Öğrencilerin, Mayıs 2010'da yapılan şampiyonaya birkaç aylık çalışmayla katıldığını ve buna rağmen 10. olarak büyük bir başarı elde ettiğini anlatan Yalçın, "Belki müsabakayı kazanamadık ama doğudaki kız çocuklarının imkan tanınırsa zorlukların üstesinden nasıl geldiğini herkese göstermiş olduk" dedi.
Öğrencilerden Hividar Tataroğulları da eskrim takımında olmaktan mutluluk duyduğunu vurgulayarak, şöyle konuştu:
"Eskrim hakkında hiçbir bilgimiz yoktu. Önceki öğretmenimiz sayesinde eskrime başladık. Kimse ilk başta bize destek olmadı. Aileme bu sporu yapacağımı söylediğimde şaşırdılar. Çünkü onlar da benim gibi ilk kez bu sporun adını duyuyorlardı. Hele ki Başkale'de böyle bir şey yok. Önce tepki gösterdiler ve istemediler. 'Kızsınız bu sporu yapamazsınız' dediler. Sonra derece yapınca destek vermeye başladılar. İl birincisi oldum. Daha sonra Mersin'deki müsabakalara gittik ve orada 10. olduk. Bu sporu çok seviyor ve çok eğleniyoruz. Okuldan bu yıl mezun olacağım ama bu sporu devam ettirmeyi düşünüyorum."
''BU SPORUN İMKANSIZ OLMAYACAĞINI GÖSTERMEK İSTEDİK''
Üç yıl önce eskrim sporuyla tanışan öğrencilerden Gülüzar Tataroğulları ise böyle bir sporu Başkale'de yapmanın imkansız olmayacağını herkese göstermek istediklerini bildirerek, ilçede yaptıkları gösterilerle eskrimi ilçe halkına tanıtmanın gururunu yaşadıklarını dile getirdi.
Ailesi köyde yaşayan ve eğitimine ilçedeki pansiyonda devam eden Elif Arslan da "(Ailelerimize nasıl söyleyeceğiz, ne tepki verecekler?) diye düşünüyorduk. Birçok arkadaşımıza aileleri izin vermedi. Ancak biz savaştık ve sonuna kadar geldik. Ailem ilk elimde kılıç gördüğünde tehlikeli olduğunu sandı. 'Kılıçla bir birinize zarar verirsiniz, gözünüze, yüzünüze gelir' dediler. Sonra koruyucu kıyafet ve maskenin olduğunu görünce tepkilerinden vazgeçtiler" diye konuştu.
Öğrencilerden Tülay Serhan da eline kılıcı aldığında ailesinin büyük tepki gösterdiğine ve öğretmenlerinin ailesiyle görüşmeleri sonrası ikna olduklarına değinerek, herhangi bir destek görmeden kısıtlı imkanlara rağmen 3 yıldan bu yana eskrim sporunda belli bir seviyeye geldiklerini ve üniversitede de bu sporu devam ettirmek istediğini ifade etti.
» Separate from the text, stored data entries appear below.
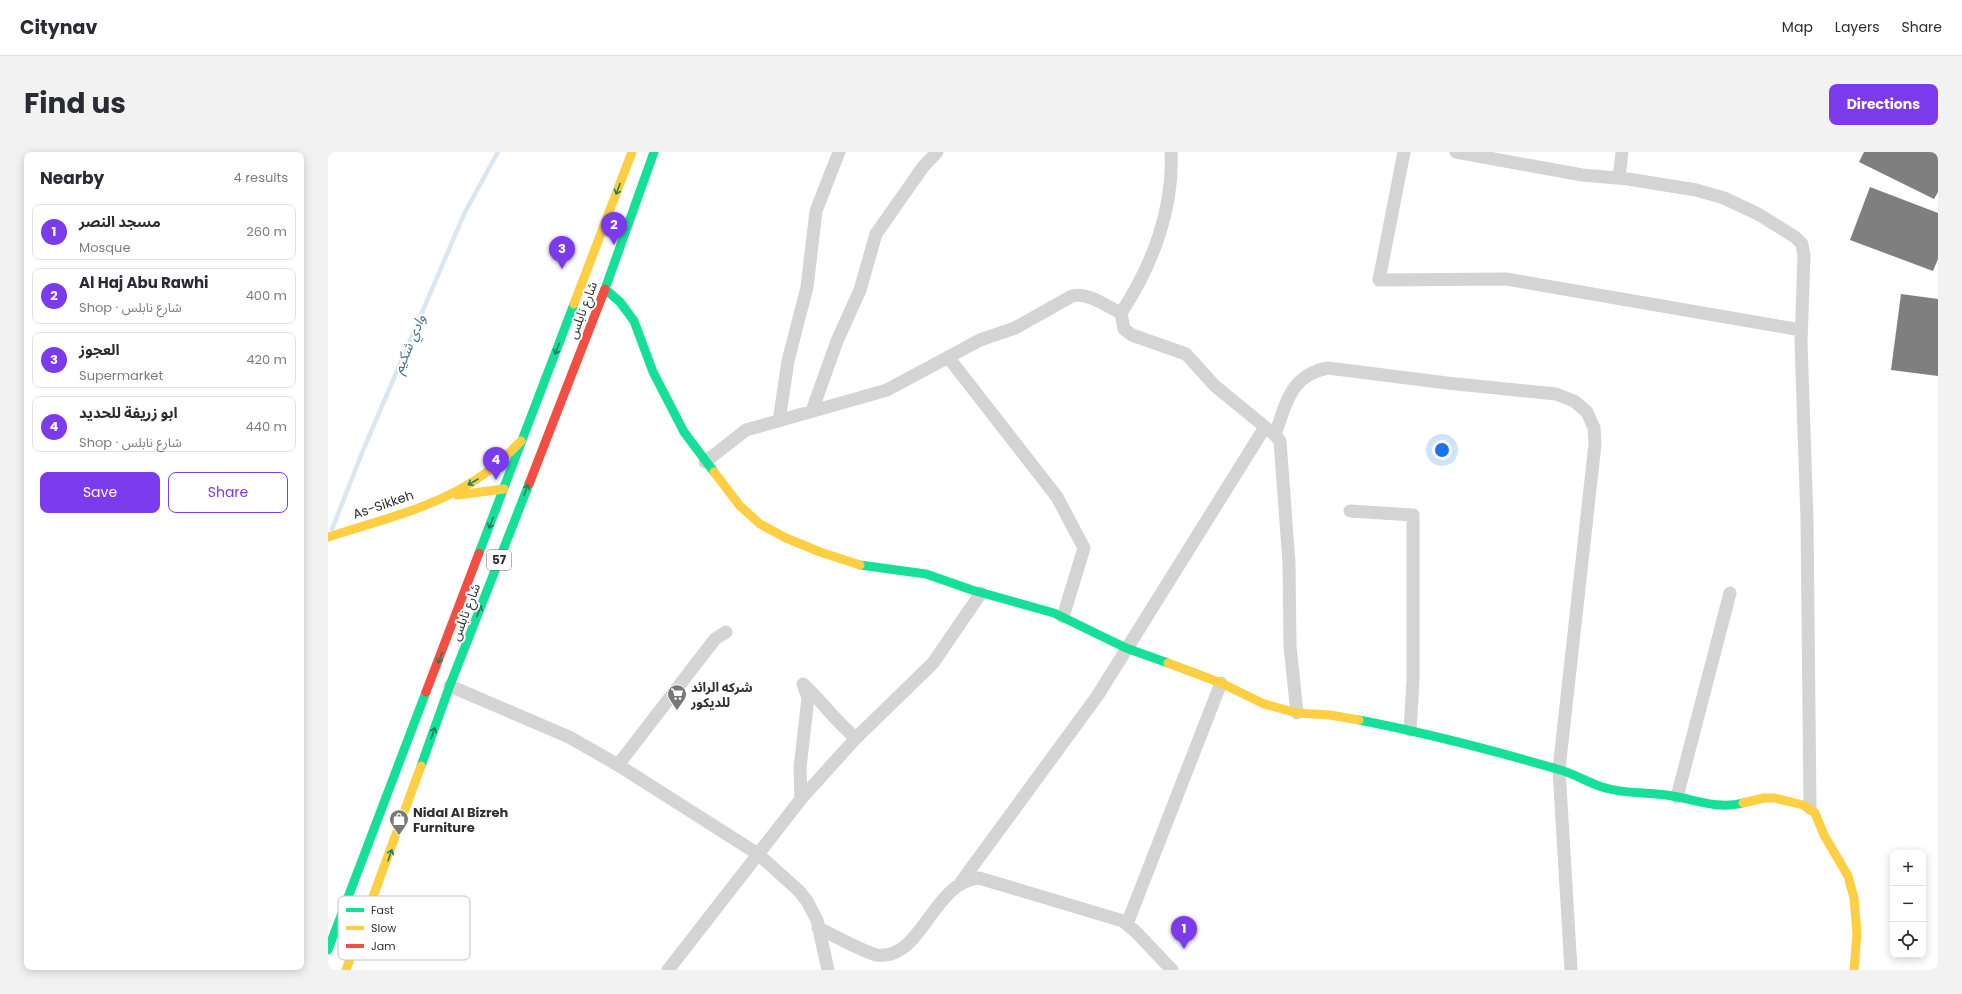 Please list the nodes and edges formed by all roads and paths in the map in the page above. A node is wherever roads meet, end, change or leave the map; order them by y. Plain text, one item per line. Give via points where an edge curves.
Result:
1 (632, 152) edge
2 (654, 152) edge
3 (839, 152) edge
4 (937, 152) edge
5 (1171, 152) edge
6 (1404, 152) edge
7 (1456, 152) edge
8 (1622, 152) edge
9 (1476, 154) edge
10 (1619, 178) junction
11 (604, 289) junction
12 (1121, 313) junction
13 (1801, 330) junction
14 (948, 357) junction
15 (812, 411) junction
16 (779, 421) junction
17 (1265, 427) junction
18 (1275, 435) junction
19 (523, 438) junction
20 (705, 462) junction
21 (504, 489) junction
22 (446, 496) junction
23 (1350, 511) dead end
24 (328, 537) edge
25 (981, 593) junction
26 (1730, 593) dead end
27 (1062, 618) junction
28 (726, 632) dead end
29 (1126, 648) junction
30 (1221, 683) junction
31 (450, 686) junction
32 (1297, 713) junction
33 (1410, 730) junction
34 (856, 738) junction
35 (618, 765) junction
36 (1559, 769) junction
37 (1677, 797) junction
38 (801, 799) junction
39 (1810, 808) junction
40 (758, 854) junction
41 (961, 882) junction
42 (349, 896) edge
43 (376, 896) edge
44 (338, 924) edge
45 (1127, 924) junction
46 (818, 928) junction
47 (328, 950) edge
48 (350, 960) edge
49 (346, 970) edge
50 (668, 970) edge
51 (828, 970) edge
52 (1172, 970) edge
53 (1571, 970) edge
54 (1854, 970) edge

1 -> 19 street, شارع نابلس / 57
2 - 11 street, شارع نابلس / 57
3 - 16 street via 816,211 806,287 788,361
4 - 15 street via 923,167 876,234 860,290 837,341
5 - 12 street via 1167,201 1156,243 1139,283
6 - 13 street via 1379,280 1506,279
7 - 9 street
8 - 10 street
9 - 10 street via 1582,175
10 - 13 street via 1696,190 1724,198 1758,214 1795,237 1802,244 1804,256
11 - 20 street via 620,302 634,321 664,397
31 -> 11 street, شارع نابلس / 57
12 - 14 street via 1078,294 1015,328 980,340
12 - 17 street via 1124,330 1186,354 1215,386
13 - 39 street via 1807,519
14 - 15 street via 887,390
14 - 27 street via 1057,497 1084,548
15 - 16 street
16 - 20 street via 746,430
17 - 18 street
17 - 29 street
18 - 32 street via 1282,447 1289,564 1290,646
18 - 36 street via 1297,384 1311,373 1328,368 1556,394 1574,400 1587,412 1594,428 1595,444
19 - 21 street, شارع نابلس / 57
19 -> 22 street via 490,470
20 - 25 street via 745,510 760,524 786,538 856,564 926,574
21 - 22 street
21 -> 42 street, شارع نابلس / 57
22 - 24 street, As-Sikkeh
23 - 33 street via 1413,514 1413,681
25 - 27 street via 1054,613
25 - 34 street via 933,663
26 - 37 street
27 - 29 street
28 - 35 street via 715,639
29 - 30 street
29 - 41 street via 1098,694
30 - 32 street via 1264,704
30 - 45 street
31 - 35 street via 569,738
43 -> 31 street, شارع نابلس / 57
32 - 33 street via 1330,715
33 - 36 street
34 - 38 street
34 - 38 street via 803,684 808,698 800,768
35 - 40 street
36 - 37 street via 1602,787
36 - 53 street
37 - 39 street via 1720,806 1774,798
38 - 40 street
39 - 54 street via 1848,876 1854,898 1857,934
40 - 46 street via 799,891 813,910
40 - 50 street
41 - 45 street via 970,879 988,880 1115,918
41 - 46 street via 898,952 875,955
44 -> 47 street, شارع نابلس / 57
45 - 52 street
46 - 51 street
49 -> 48 street, شارع نابلس / 57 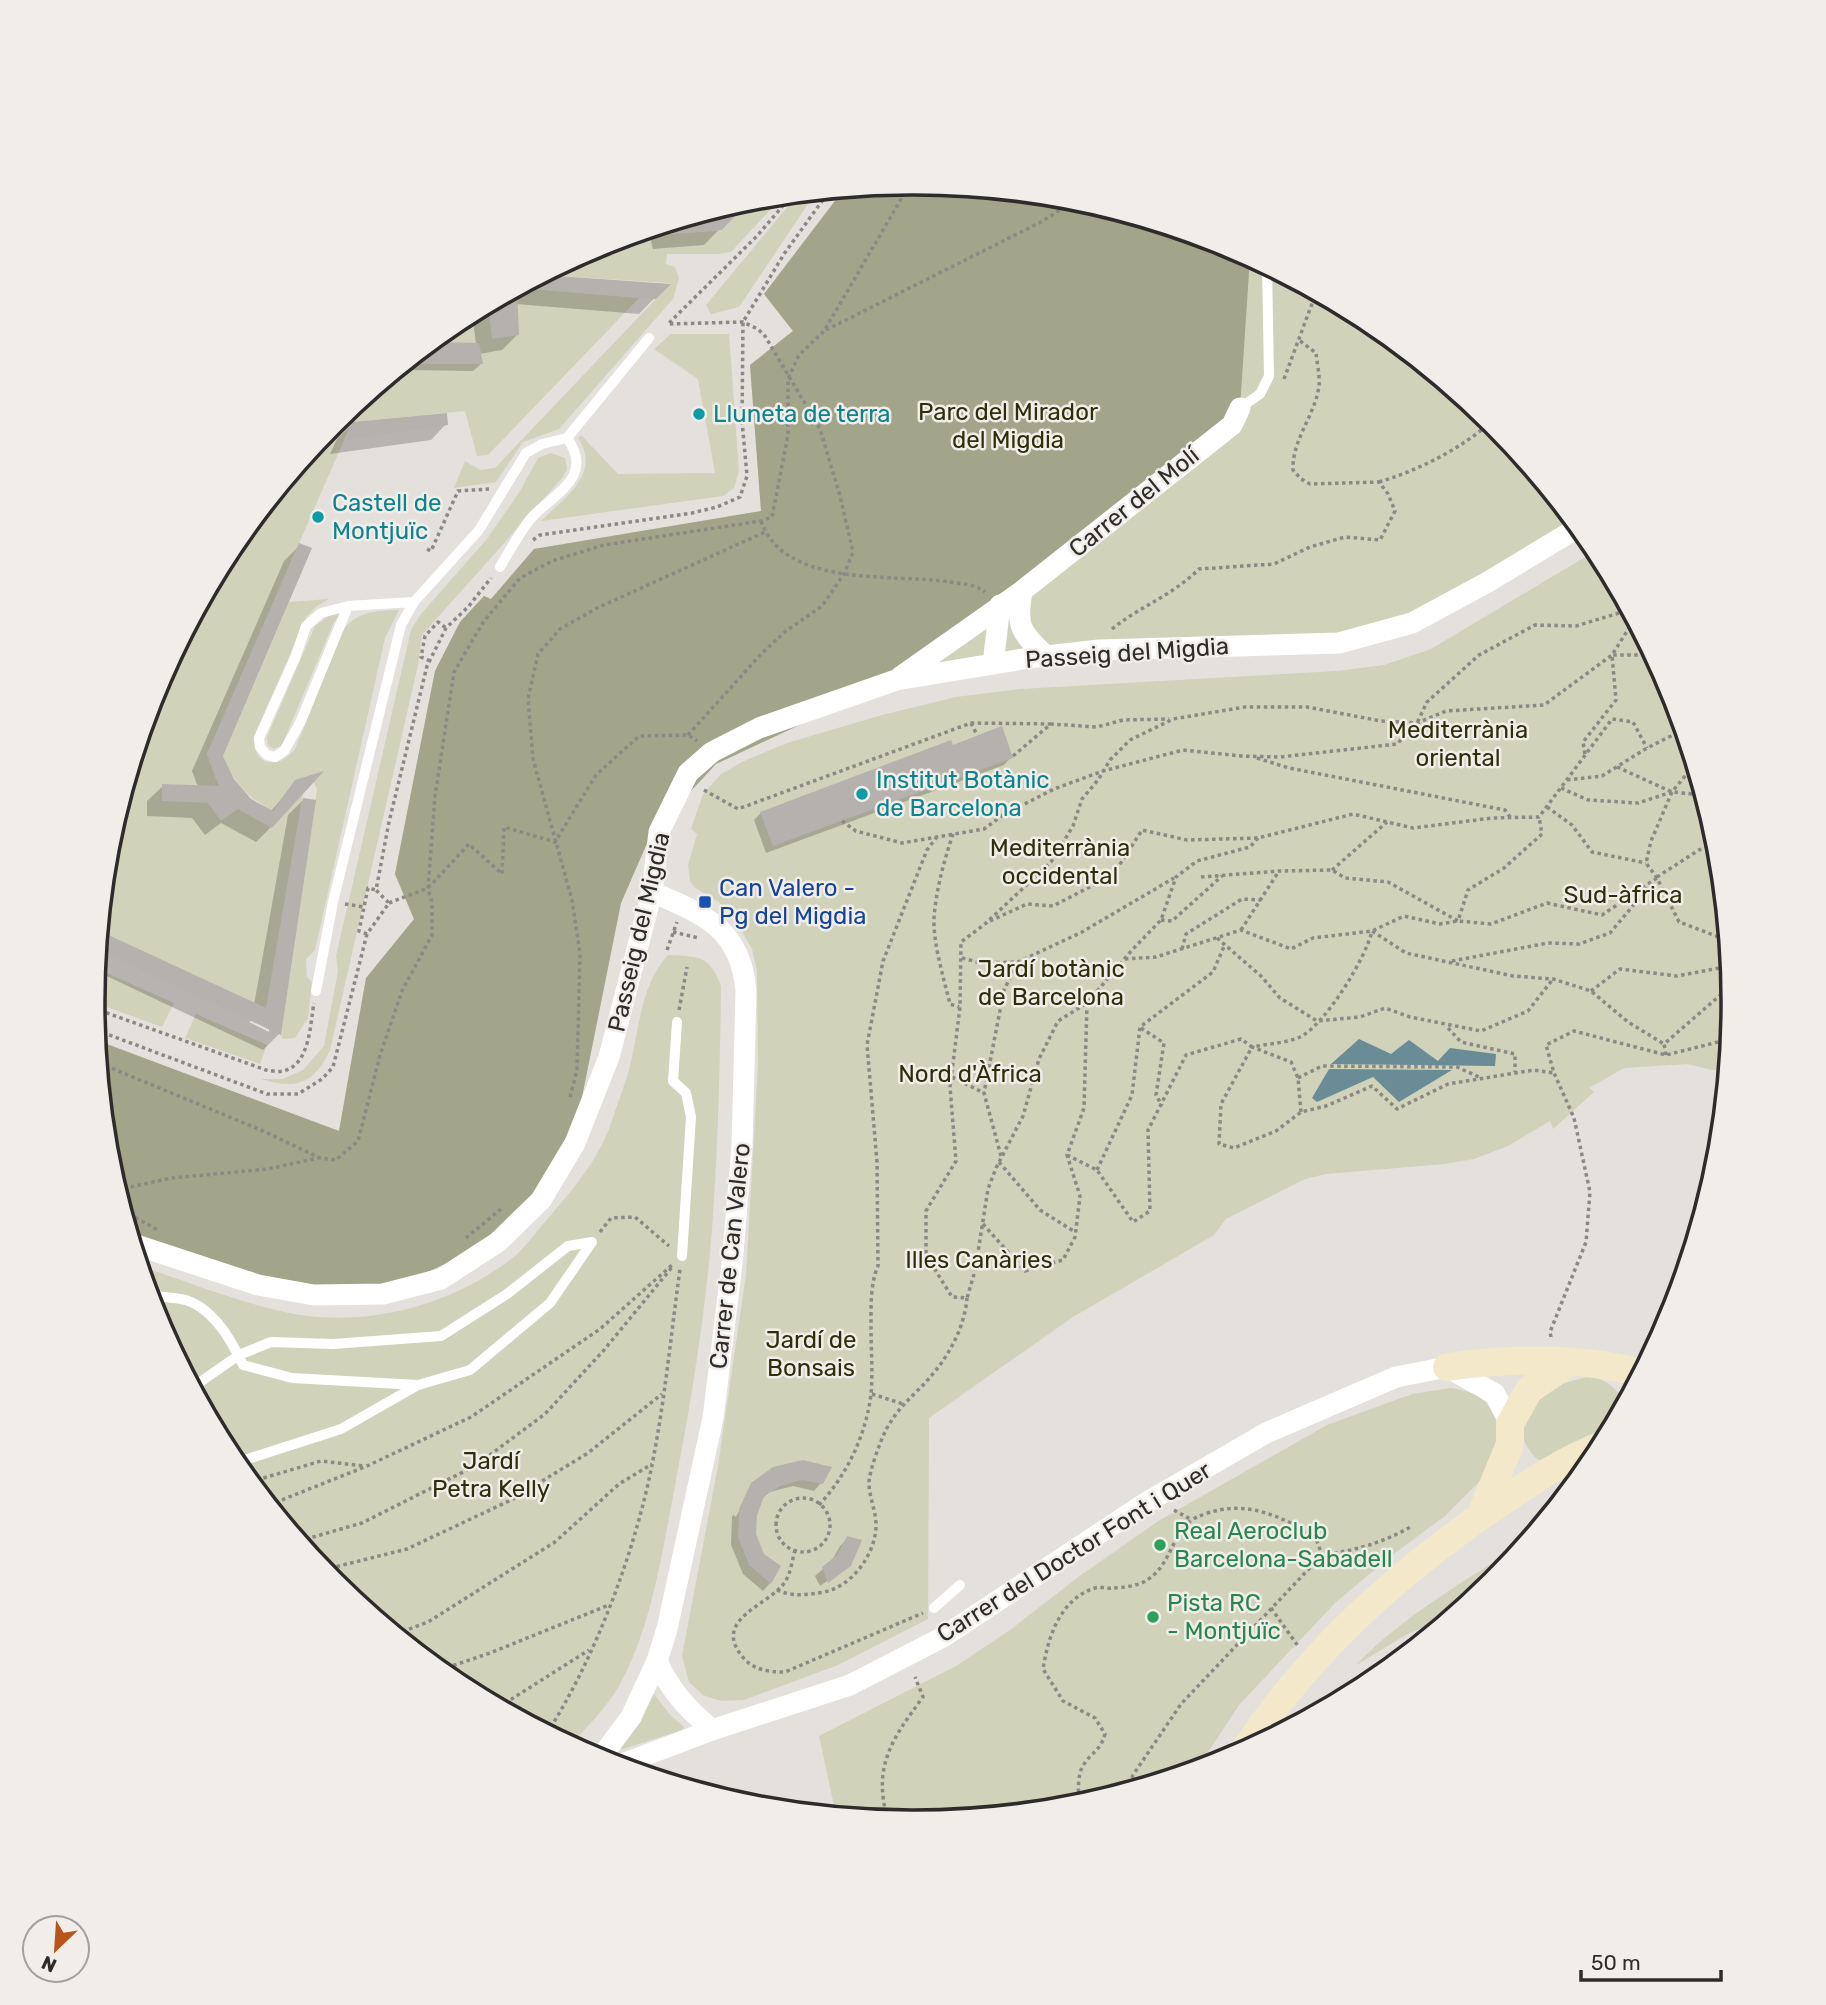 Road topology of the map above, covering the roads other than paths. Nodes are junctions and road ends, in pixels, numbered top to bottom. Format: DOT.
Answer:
graph roads {
  1 [pos="1267,277"];
  2 [pos="649,338"];
  3 [pos="1240,408"];
  4 [pos="566,438"];
  5 [pos="1570,533"];
  6 [pos="500,566"];
  7 [pos="1011,598"];
  8 [pos="414,602"];
  9 [pos="348,606"];
  10 [pos="1046,656"];
  11 [pos="993,664"];
  12 [pos="896,680"];
  13 [pos="652,892"];
  14 [pos="316,991"];
  15 [pos="677,1022"];
  16 [pos="144,1247"];
  17 [pos="681,1256"];
  18 [pos="161,1296"];
  19 [pos="239,1355"];
  20 [pos="1561,1361"];
  21 [pos="1447,1367"];
  22 [pos="1610,1367"];
  23 [pos="1632,1371"];
  24 [pos="200,1382"];
  25 [pos="1625,1384"];
  26 [pos="418,1385"];
  27 [pos="1510,1434"];
  28 [pos="1585,1451"];
  29 [pos="247,1460"];
  30 [pos="1544,1474"];
  31 [pos="1479,1517"];
  32 [pos="960,1585"];
  33 [pos="934,1608"];
  34 [pos="657,1661"];
  35 [pos="712,1730"];
  36 [pos="1256,1733"];
  37 [pos="606,1750"];
  38 [pos="633,1760"];
  1 -- 3 [label="lane"];
  2 -- 4 [label="lane"];
  3 -- 7 [label="street, Carrer del Molí"];
  4 -- 6 [label="lane"];
  4 -- 8 [label="lane"];
  5 -- 10 [label="street, Passeig del Migdia"];
  7 -- 10 [label="street"];
  7 -- 11 [label="street"];
  7 -- 12 [label="street, Carrer del Molí"];
  8 -- 9 [label="lane"];
  8 -- 14 [label="lane"];
  9 -- 9 [label="lane"];
  10 -- 11 [label="street, Passeig del Migdia"];
  11 -- 12 [label="street, Passeig del Migdia"];
  12 -- 13 [label="street, Passeig del Migdia"];
  13 -- 16 [label="street, Passeig del Migdia"];
  13 -- 34 [label="street, Carrer de Can Valero"];
  15 -- 17 [label="lane"];
  18 -- 19 [label="lane"];
  19 -- 24 [label="lane"];
  19 -- 26 [label="lane"];
  19 -- 26 [label="lane"];
  20 -- 21 [label="street"];
  20 -- 22 [label="street"];
  20 -- 27 [label="street"];
  21 -- 27 [label="street"];
  21 -- 35 [label="street, Carrer del Doctor Font i Quer"];
  22 -- 23 [label="street"];
  22 -- 25 [label="street"];
  26 -- 29 [label="lane"];
  27 -- 30 [label="street"];
  27 -- 31 [label="street"];
  28 -- 30 [label="street"];
  30 -- 31 [label="street"];
  31 -- 36 [label="street"];
  32 -- 33 [label="lane"];
  34 -- 35 [label="street"];
  34 -- 37 [label="street, Carrer de Can Valero"];
  35 -- 38 [label="street, Carrer del Doctor Font i Quer"];
} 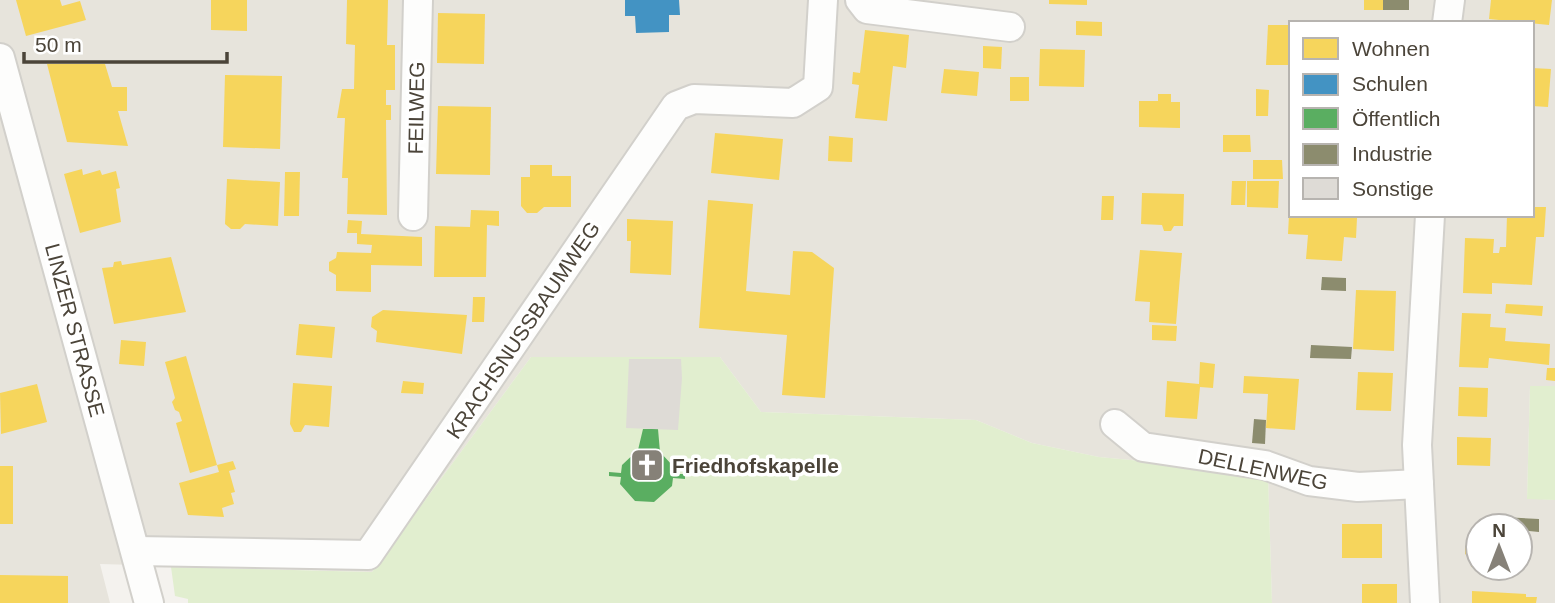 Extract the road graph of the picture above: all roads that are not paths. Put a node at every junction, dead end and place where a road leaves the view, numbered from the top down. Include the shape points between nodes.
1 (418, 0) edge
2 (822, 0) edge
3 (860, 0) edge
4 (1450, 0) edge
5 (1447, 21) edge
6 (1010, 27) dead end
7 (0, 58) edge
8 (413, 216) dead end
9 (1430, 217) edge
10 (1115, 424) dead end
11 (1419, 484) junction
12 (136, 551) junction
13 (149, 603) edge
14 (1426, 603) edge

1 - 8 street, FEILWEG
2 - 12 street, KRACHSNUSSBAUMWEG via 818,87 793,103 694,99 676,106 368,555
3 - 6 street via 867,9
4 - 5 street
7 - 12 street, LINZER STRASSE
9 - 11 street via 1417,445
10 - 11 street, DELLENWEG via 1143,447 1265,465 1309,481 1359,487
11 - 14 street
12 - 13 street, LINZER STRASSE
''CÜNEYT ARKIN MISINIZ? DİYE ALAY EDİYORLAR''
Eskrimci kızlardan Eylem Tataroğulları ise arkadaşlarının "Cüneyt Arkın mısınız" diye kendileri ile alay ettiğini anlatarak, şunları kaydetti:
"Biz onları dinlemedik ve spor yapmaya devam ettik. İlk yılda bize destek verildi ama yetmedi. Mersin'deki Türkiye şampiyonasında Amerikan Robert Kolejini yenerek 10. olduk. Daha önemli ve büyük başarılar elde edebilirdik ama destek göremedik ve imkanımız yoktu. Arkamızda destek veren, 'yapabilirsiniz' diyen insanlar olsun, o zaman biz daha iyisini yaparız."